She opened her eyes. Green, defiant, and full of a hatred he recognized—because he had once worn that same look.
“A chance. That compass will lead you to a small temple off the coast of Anticosti. Inside, you’ll find a carving of a man holding a sphere. Touch it. Feel what I felt.” Assassin--39-s Creed Rogue
“What is this?” she asked.
Hope’s lip trembled—not from cold, but from the crack in her conviction. “He said the ends justify the means.” She opened her eyes
“He always does,” Shay said quietly. He reached into his coat and pulled out a small, dented compass. Not the one that pointed north. This one had been modified by Benjamin Franklin—a useless invention that pointed not to magnetic poles, but to the nearest source of Isu energy. It was the compass that had led him to Lisbon. To the earthquake. To his damnation. That compass will lead you to a small
Shay felt the old sting. Assassins. His former family. His new prey.

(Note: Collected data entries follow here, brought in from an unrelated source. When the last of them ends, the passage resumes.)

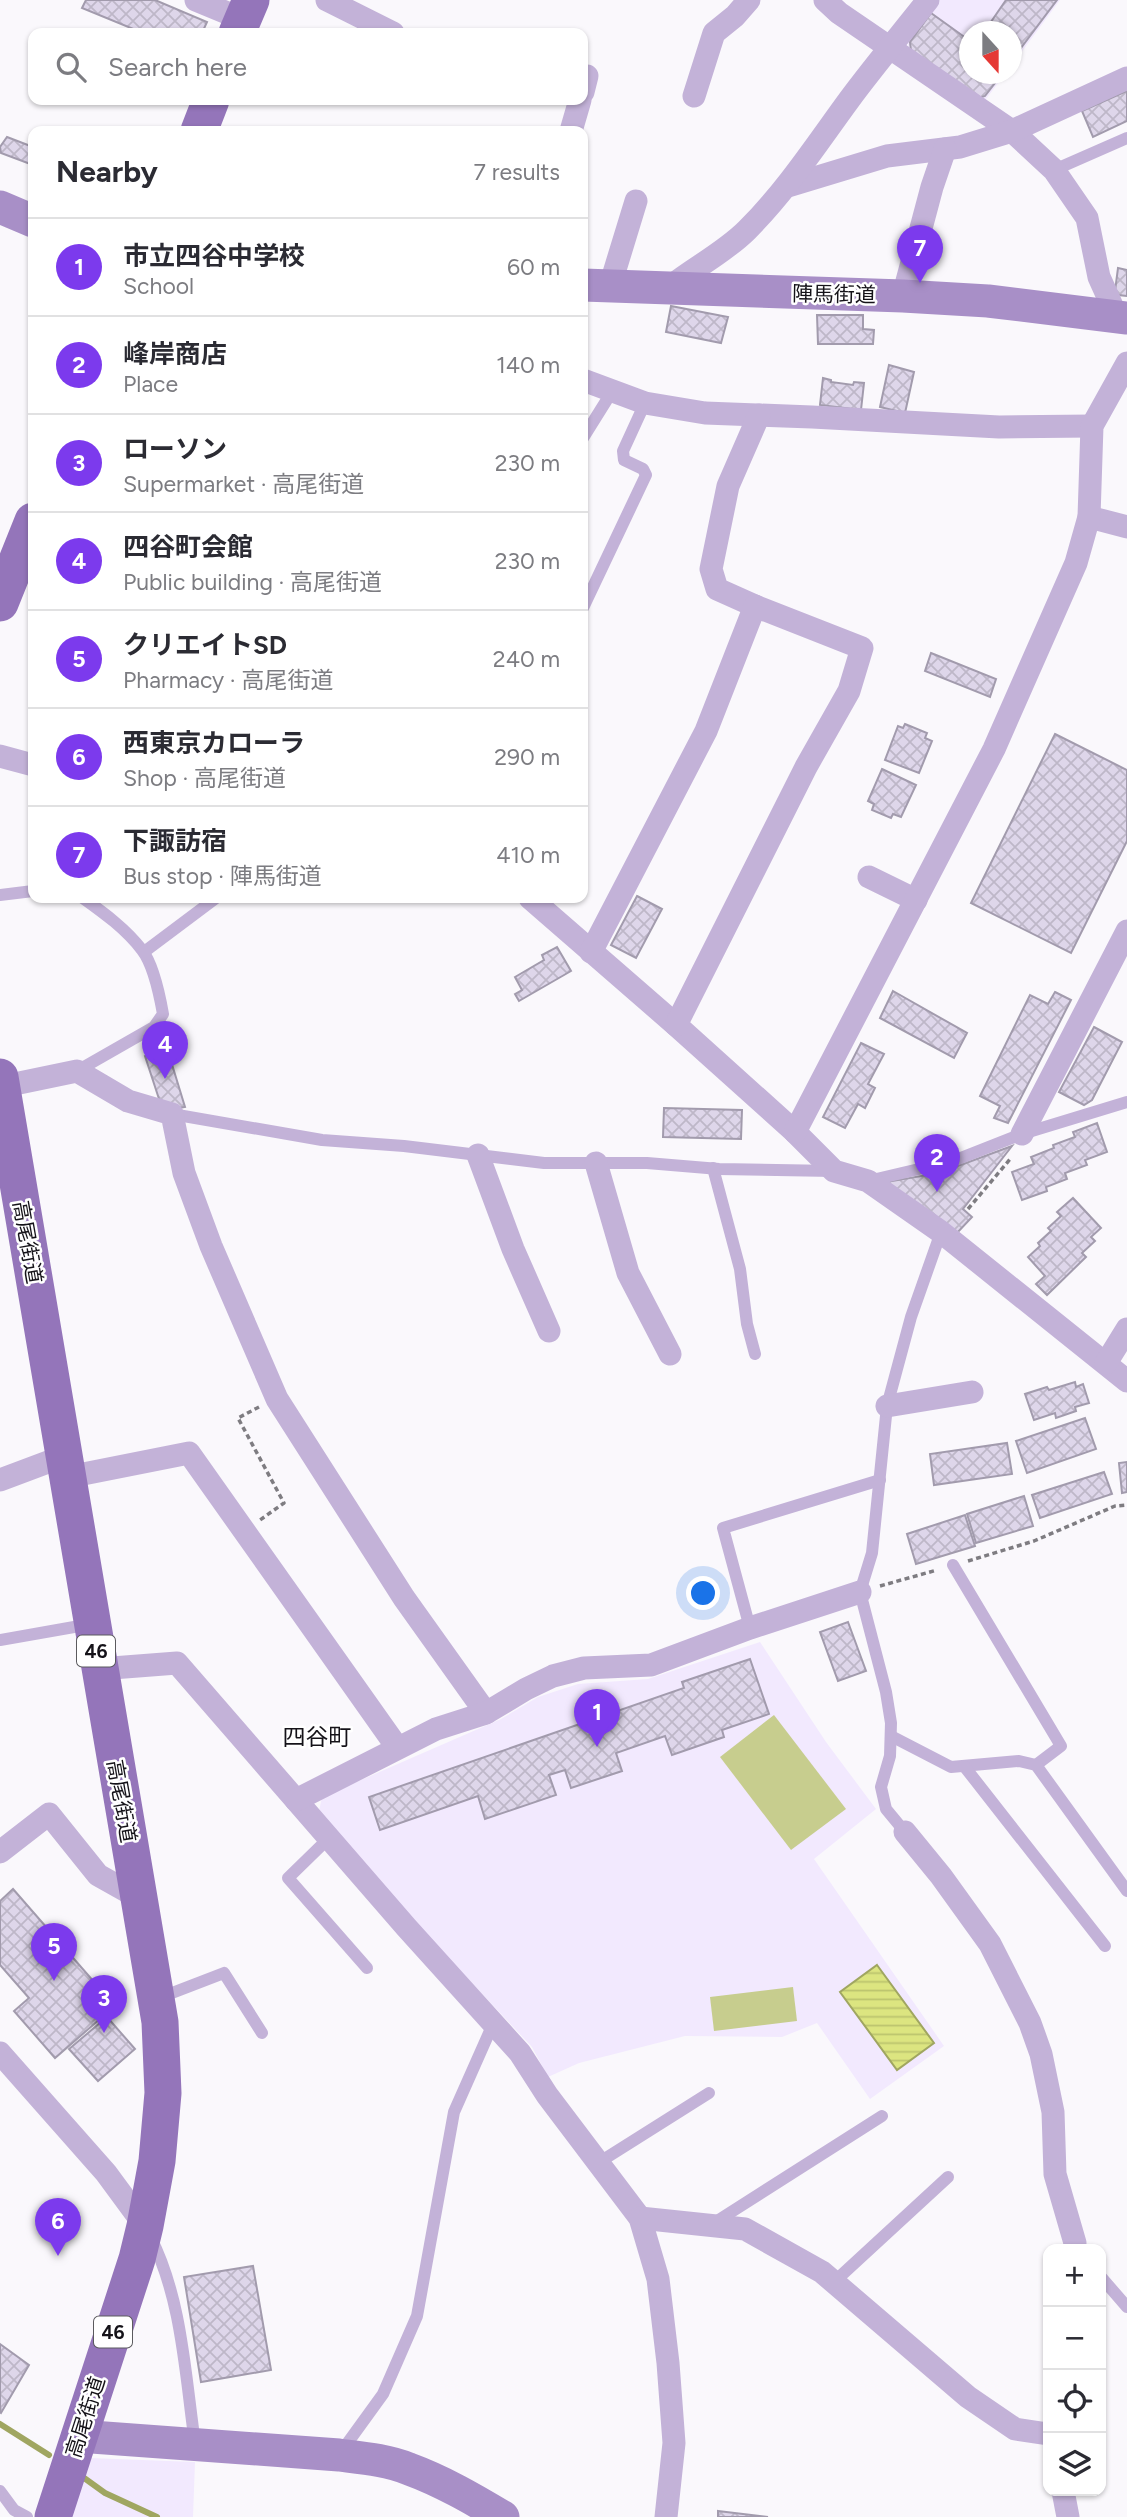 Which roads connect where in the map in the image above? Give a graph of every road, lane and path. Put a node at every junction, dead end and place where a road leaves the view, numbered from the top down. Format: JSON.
{"nodes":[{"id":1,"x":196,"y":0,"type":"edge"},
{"id":2,"x":327,"y":0,"type":"edge"},
{"id":3,"x":749,"y":0,"type":"edge"},
{"id":4,"x":825,"y":0,"type":"edge"},
{"id":5,"x":928,"y":0,"type":"edge"},
{"id":6,"x":243,"y":18,"type":"edge"},
{"id":7,"x":383,"y":28,"type":"edge"},
{"id":8,"x":891,"y":47,"type":"junction"},
{"id":9,"x":1127,"y":78,"type":"edge"},
{"id":10,"x":694,"y":96,"type":"dead end"},
{"id":11,"x":209,"y":105,"type":"edge"},
{"id":12,"x":579,"y":105,"type":"edge"},
{"id":13,"x":201,"y":126,"type":"edge"},
{"id":14,"x":572,"y":126,"type":"edge"},
{"id":15,"x":1012,"y":131,"type":"junction"},
{"id":16,"x":1127,"y":138,"type":"edge"},
{"id":17,"x":945,"y":149,"type":"junction"},
{"id":18,"x":1054,"y":170,"type":"junction"},
{"id":19,"x":788,"y":186,"type":"junction"},
{"id":20,"x":636,"y":201,"type":"dead end"},
{"id":21,"x":0,"y":207,"type":"edge"},
{"id":22,"x":28,"y":219,"type":"edge"},
{"id":23,"x":596,"y":286,"type":"edge"},
{"id":24,"x":670,"y":287,"type":"junction"},
{"id":25,"x":902,"y":296,"type":"junction"},
{"id":26,"x":1122,"y":317,"type":"edge"},
{"id":27,"x":1127,"y":363,"type":"edge"},
{"id":28,"x":588,"y":382,"type":"edge"},
{"id":29,"x":613,"y":390,"type":"junction"},
{"id":30,"x":645,"y":403,"type":"junction"},
{"id":31,"x":759,"y":415,"type":"junction"},
{"id":32,"x":1092,"y":426,"type":"junction"},
{"id":33,"x":588,"y":430,"type":"edge"},
{"id":34,"x":1089,"y":517,"type":"junction"},
{"id":35,"x":1127,"y":527,"type":"edge"},
{"id":36,"x":28,"y":533,"type":"edge"},
{"id":37,"x":588,"y":597,"type":"edge"},
{"id":38,"x":0,"y":603,"type":"edge"},
{"id":39,"x":755,"y":606,"type":"junction"},
{"id":40,"x":0,"y":756,"type":"edge"},
{"id":41,"x":28,"y":764,"type":"edge"},
{"id":42,"x":869,"y":877,"type":"dead end"},
{"id":43,"x":28,"y":892,"type":"edge"},
{"id":44,"x":0,"y":895,"type":"edge"},
{"id":45,"x":916,"y":900,"type":"junction"},
{"id":46,"x":90,"y":903,"type":"edge"},
{"id":47,"x":209,"y":903,"type":"edge"},
{"id":48,"x":536,"y":903,"type":"edge"},
{"id":49,"x":1127,"y":931,"type":"edge"},
{"id":50,"x":144,"y":952,"type":"junction"},
{"id":51,"x":592,"y":952,"type":"junction"},
{"id":52,"x":676,"y":1025,"type":"junction"},
{"id":53,"x":77,"y":1071,"type":"junction"},
{"id":54,"x":1,"y":1083,"type":"edge"},
{"id":55,"x":1127,"y":1102,"type":"edge"},
{"id":56,"x":172,"y":1114,"type":"junction"},
{"id":57,"x":795,"y":1132,"type":"junction"},
{"id":58,"x":1027,"y":1133,"type":"junction"},
{"id":59,"x":478,"y":1154,"type":"junction"},
{"id":60,"x":596,"y":1163,"type":"junction"},
{"id":61,"x":713,"y":1168,"type":"junction"},
{"id":62,"x":834,"y":1171,"type":"junction"},
{"id":63,"x":868,"y":1181,"type":"junction"},
{"id":64,"x":968,"y":1209,"type":"dead end"},
{"id":65,"x":941,"y":1232,"type":"junction"},
{"id":66,"x":1127,"y":1329,"type":"edge"},
{"id":67,"x":549,"y":1331,"type":"dead end"},
{"id":68,"x":670,"y":1354,"type":"dead end"},
{"id":69,"x":755,"y":1354,"type":"dead end"},
{"id":70,"x":1106,"y":1363,"type":"junction"},
{"id":71,"x":1127,"y":1381,"type":"edge"},
{"id":72,"x":972,"y":1392,"type":"dead end"},
{"id":73,"x":277,"y":1399,"type":"junction"},
{"id":74,"x":887,"y":1406,"type":"junction"},
{"id":75,"x":66,"y":1466,"type":"junction"},
{"id":76,"x":0,"y":1480,"type":"edge"},
{"id":77,"x":880,"y":1480,"type":"junction"},
{"id":78,"x":1127,"y":1505,"type":"edge"},
{"id":79,"x":244,"y":1531,"type":"junction"},
{"id":80,"x":953,"y":1565,"type":"junction"},
{"id":81,"x":860,"y":1592,"type":"junction"},
{"id":82,"x":91,"y":1623,"type":"junction"},
{"id":83,"x":750,"y":1628,"type":"junction"},
{"id":84,"x":0,"y":1640,"type":"edge"},
{"id":85,"x":99,"y":1669,"type":"junction"},
{"id":86,"x":486,"y":1713,"type":"junction"},
{"id":87,"x":891,"y":1736,"type":"junction"},
{"id":88,"x":397,"y":1747,"type":"junction"},
{"id":89,"x":1036,"y":1765,"type":"junction"},
{"id":90,"x":964,"y":1766,"type":"junction"},
{"id":91,"x":296,"y":1800,"type":"junction"},
{"id":92,"x":905,"y":1832,"type":"joint"},
{"id":93,"x":329,"y":1838,"type":"junction"},
{"id":94,"x":0,"y":1852,"type":"edge"},
{"id":95,"x":1127,"y":1891,"type":"edge"},
{"id":96,"x":139,"y":1898,"type":"junction"},
{"id":97,"x":1105,"y":1946,"type":"dead end"},
{"id":98,"x":367,"y":1968,"type":"dead end"},
{"id":99,"x":156,"y":2000,"type":"junction"},
{"id":100,"x":493,"y":2024,"type":"junction"},
{"id":101,"x":262,"y":2033,"type":"dead end"},
{"id":102,"x":0,"y":2053,"type":"edge"},
{"id":103,"x":709,"y":2093,"type":"dead end"},
{"id":104,"x":882,"y":2116,"type":"dead end"},
{"id":105,"x":598,"y":2163,"type":"junction"},
{"id":106,"x":948,"y":2177,"type":"dead end"},
{"id":107,"x":640,"y":2218,"type":"junction"},
{"id":108,"x":710,"y":2225,"type":"junction"},
{"id":109,"x":145,"y":2226,"type":"junction"},
{"id":110,"x":1075,"y":2244,"type":"edge"},
{"id":111,"x":834,"y":2282,"type":"junction"},
{"id":112,"x":1106,"y":2283,"type":"edge"},
{"id":113,"x":1127,"y":2306,"type":"edge"},
{"id":114,"x":1043,"y":2433,"type":"edge"},
{"id":115,"x":78,"y":2436,"type":"junction"},
{"id":116,"x":195,"y":2445,"type":"junction"},
{"id":117,"x":339,"y":2455,"type":"junction"},
{"id":118,"x":0,"y":2491,"type":"edge"},
{"id":119,"x":1064,"y":2496,"type":"edge"},
{"id":120,"x":27,"y":2517,"type":"edge"},
{"id":121,"x":53,"y":2517,"type":"edge"},
{"id":122,"x":503,"y":2517,"type":"edge"},
{"id":123,"x":666,"y":2517,"type":"edge"},
{"id":124,"x":1068,"y":2517,"type":"edge"}],
"edges":[{"from":1,"to":6,"type":"street"},
{"from":2,"to":7,"type":"street"},
{"from":3,"to":10,"type":"street"},
{"from":4,"to":8,"type":"street"},
{"from":5,"to":8,"type":"street"},
{"from":8,"to":15,"type":"street"},
{"from":8,"to":19,"type":"street"},
{"from":9,"to":15,"type":"street"},
{"from":11,"to":13,"type":"main road"},
{"from":12,"to":14,"type":"street"},
{"from":15,"to":17,"type":"street"},
{"from":15,"to":18,"type":"street"},
{"from":16,"to":18,"type":"lane"},
{"from":17,"to":19,"type":"street"},
{"from":17,"to":25,"type":"street"},
{"from":18,"to":26,"type":"street"},
{"from":19,"to":24,"type":"street"},
{"from":20,"to":23,"type":"street"},
{"from":21,"to":22,"type":"main road"},
{"from":23,"to":24,"type":"main road","name":"陣馬街道"},
{"from":24,"to":25,"type":"main road","name":"陣馬街道"},
{"from":25,"to":26,"type":"main road","name":"陣馬街道"},
{"from":27,"to":32,"type":"street"},
{"from":28,"to":29,"type":"street"},
{"from":29,"to":30,"type":"street"},
{"from":29,"to":33,"type":"lane"},
{"from":30,"to":31,"type":"street"},
{"from":30,"to":37,"type":"lane"},
{"from":31,"to":32,"type":"street"},
{"from":31,"to":39,"type":"street"},
{"from":32,"to":34,"type":"street"},
{"from":34,"to":35,"type":"street"},
{"from":34,"to":45,"type":"street"},
{"from":36,"to":38,"type":"main road"},
{"from":39,"to":51,"type":"street"},
{"from":39,"to":52,"type":"street"},
{"from":40,"to":41,"type":"street"},
{"from":42,"to":45,"type":"street"},
{"from":43,"to":44,"type":"lane"},
{"from":45,"to":57,"type":"street"},
{"from":46,"to":50,"type":"lane"},
{"from":47,"to":50,"type":"lane"},
{"from":48,"to":51,"type":"street"},
{"from":49,"to":58,"type":"street"},
{"from":50,"to":53,"type":"lane"},
{"from":51,"to":52,"type":"street"},
{"from":52,"to":57,"type":"street"},
{"from":53,"to":54,"type":"street"},
{"from":53,"to":56,"type":"street"},
{"from":54,"to":75,"type":"main road","name":"高尾街道","number":"46"},
{"from":55,"to":58,"type":"lane"},
{"from":56,"to":59,"type":"lane"},
{"from":56,"to":73,"type":"street"},
{"from":57,"to":62,"type":"street"},
{"from":58,"to":63,"type":"lane"},
{"from":58,"to":64,"type":"path"},
{"from":59,"to":60,"type":"lane"},
{"from":59,"to":67,"type":"street"},
{"from":60,"to":61,"type":"lane"},
{"from":60,"to":68,"type":"street"},
{"from":61,"to":62,"type":"lane"},
{"from":61,"to":69,"type":"lane"},
{"from":62,"to":63,"type":"street"},
{"from":63,"to":65,"type":"street"},
{"from":65,"to":70,"type":"street"},
{"from":65,"to":74,"type":"lane"},
{"from":66,"to":70,"type":"street"},
{"from":70,"to":71,"type":"street"},
{"from":72,"to":74,"type":"street"},
{"from":73,"to":79,"type":"path"},
{"from":73,"to":86,"type":"street"},
{"from":74,"to":77,"type":"lane"},
{"from":75,"to":76,"type":"street"},
{"from":75,"to":79,"type":"street"},
{"from":75,"to":82,"type":"main road","name":"高尾街道","number":"46"},
{"from":77,"to":81,"type":"lane"},
{"from":77,"to":83,"type":"lane"},
{"from":78,"to":80,"type":"path"},
{"from":79,"to":88,"type":"street"},
{"from":80,"to":81,"type":"path"},
{"from":80,"to":89,"type":"lane"},
{"from":81,"to":83,"type":"street"},
{"from":81,"to":87,"type":"lane"},
{"from":82,"to":84,"type":"lane"},
{"from":82,"to":85,"type":"main road","name":"高尾街道","number":"46"},
{"from":83,"to":86,"type":"street"},
{"from":85,"to":91,"type":"street"},
{"from":85,"to":96,"type":"main road","name":"高尾街道","number":"46"},
{"from":86,"to":88,"type":"street"},
{"from":87,"to":90,"type":"lane"},
{"from":87,"to":92,"type":"lane"},
{"from":88,"to":91,"type":"street"},
{"from":89,"to":90,"type":"lane"},
{"from":89,"to":95,"type":"lane"},
{"from":90,"to":97,"type":"lane"},
{"from":91,"to":93,"type":"street"},
{"from":92,"to":110,"type":"street"},
{"from":93,"to":98,"type":"lane"},
{"from":93,"to":100,"type":"street"},
{"from":94,"to":96,"type":"street"},
{"from":96,"to":99,"type":"main road","name":"高尾街道","number":"46"},
{"from":99,"to":101,"type":"lane"},
{"from":99,"to":109,"type":"main road","name":"高尾街道","number":"46"},
{"from":100,"to":105,"type":"street"},
{"from":100,"to":117,"type":"lane"},
{"from":102,"to":109,"type":"street"},
{"from":103,"to":105,"type":"lane"},
{"from":104,"to":108,"type":"lane"},
{"from":105,"to":107,"type":"street"},
{"from":106,"to":111,"type":"lane"},
{"from":107,"to":108,"type":"street"},
{"from":107,"to":123,"type":"street"},
{"from":108,"to":111,"type":"street"},
{"from":109,"to":115,"type":"main road","name":"高尾街道","number":"46"},
{"from":109,"to":116,"type":"lane"},
{"from":111,"to":114,"type":"street"},
{"from":112,"to":113,"type":"lane"},
{"from":115,"to":116,"type":"main road"},
{"from":115,"to":121,"type":"main road","name":"高尾街道","number":"46"},
{"from":116,"to":117,"type":"main road"},
{"from":117,"to":122,"type":"main road"},
{"from":118,"to":120,"type":"lane"},
{"from":119,"to":124,"type":"street"}]}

He ordered the Morrigan closer. The wreck was a schooner, its mast snapped like a chicken bone, its hull bleeding splinters into the black water. On the forecastle, slumped against a barrel of salted fish, was a young woman in a tattered white hood. She couldn’t have been older than twenty. Her left arm was twisted at a wrong angle, and frost clung to her eyelashes.